How I work
I've trained both as a counsellor and in three forms of CBT. Mostly I use CBT though I have used Schema Therapy for long term work and I use Rational Emotive Behaviour Therapy (REBT) as the basis of working with anger. What does this mean? You can expect any work we do together to be focussed and targeted. We will work with a plan and will have an agenda which we will set together so we know what we're doing at any given time and can remain focussed on it. Each week we will agree homework (self-directed learning, if you prefer)which allows you to experiment with thoughts and behaviours and to put into practice what you are learning each week.
CBT and counselling
There are many different schools of counselling. If you went to see a person-centred counsellor, you would expect them to be warm and to encourage you to explore whatever is troubling you, but not to direct you. If you went to see a psychodynamic counsellor (think Freudian), you would expect someone less warm and who might leave you for long periods of silence, but also not to be directive.

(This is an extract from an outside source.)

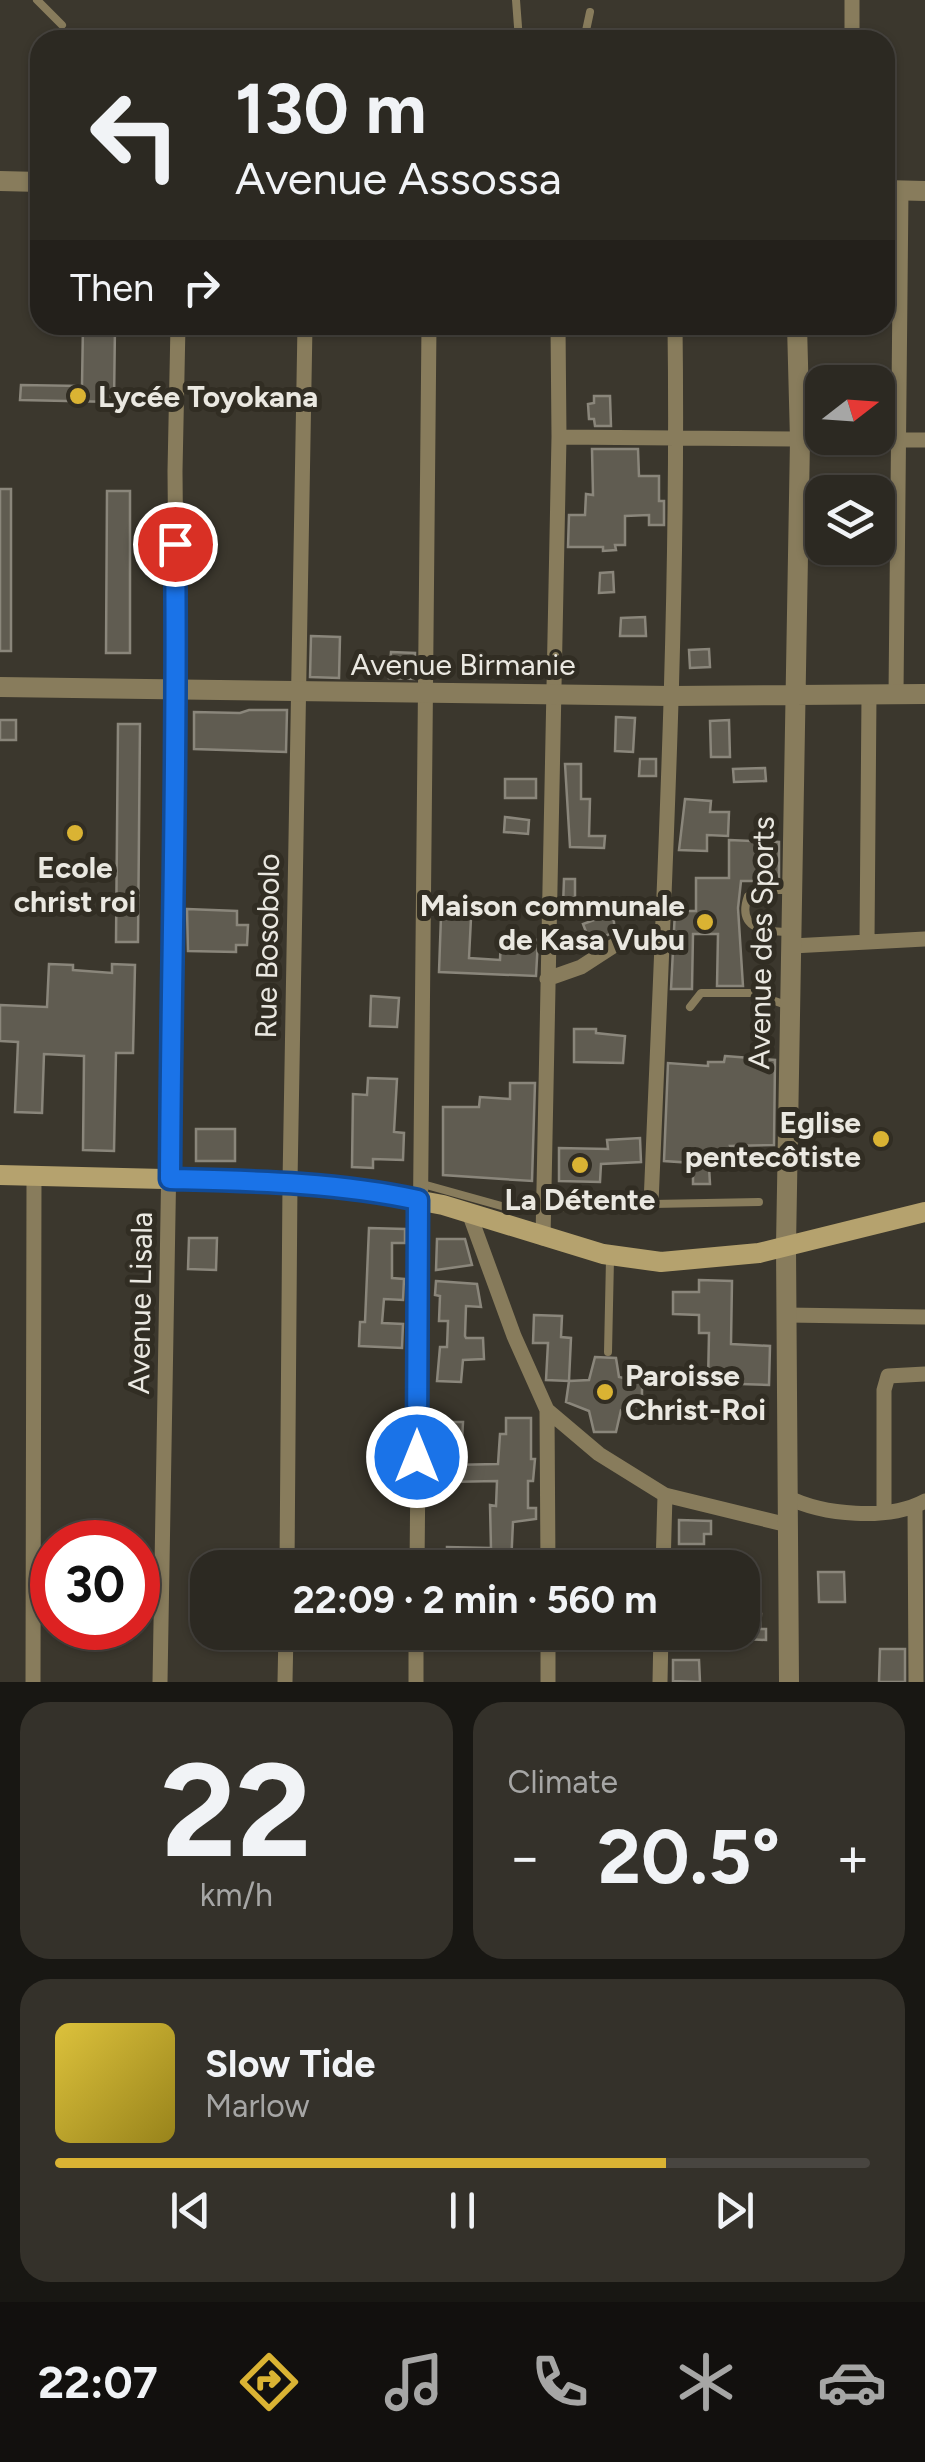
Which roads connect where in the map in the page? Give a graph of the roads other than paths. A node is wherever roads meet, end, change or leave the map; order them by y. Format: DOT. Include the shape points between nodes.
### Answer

CBT is rather different. It is much more purposeful and focussed and works with specific issues. We would agree what it is we are working with and the number of sessions we would be planning to have, we would set an agenda together at the beginning of each session so that we remain with what we are dealing with. And CBT differs from counselling in that we would set you homework (self directed learning, if you prefer) each week so that you can start making the changes in your thinking and behaviour that lead to shedding the troubling emotions.
CBT is the treatment of choice in the NHS for all anxiety disorders and for depression.
CBT helps you explore how your thinking and behaviour affect your emotions. There are ways to directly control your emotions, self-medicating with alcohol or drugs being a common one, but these are self-defeating in the long run. But by looking at the way you think and behave and making changes to both of these (practising them throughout the therapy in homework), you can stop being anxious or depressed or angry (or shamed or guilty or jealous).
How many sessions?
As few as possible! For some problems, such as Assertiveness Training or dealing with low self-esteem, this can be as few as three or four. Learning to manage your anger takes eight sessions in a group. It's harder to say for some of the others conditions; depression and anxietyaffect people to a different degree and can take anything from six to twenty sessions. It's best to have a plan for a number of sessions and to try to keep to it – you can always come back after a gap, either planned in the sessions or if you experience problems later. What we want to avoid is counselling become a comfort blanket, something you do every week, because it has become a habit, and where you have the perception that you are doing something just because you're "in therapy".
Therapy is two people meeting to talk with the hope and expectation that one of them will lead a more fruitful life.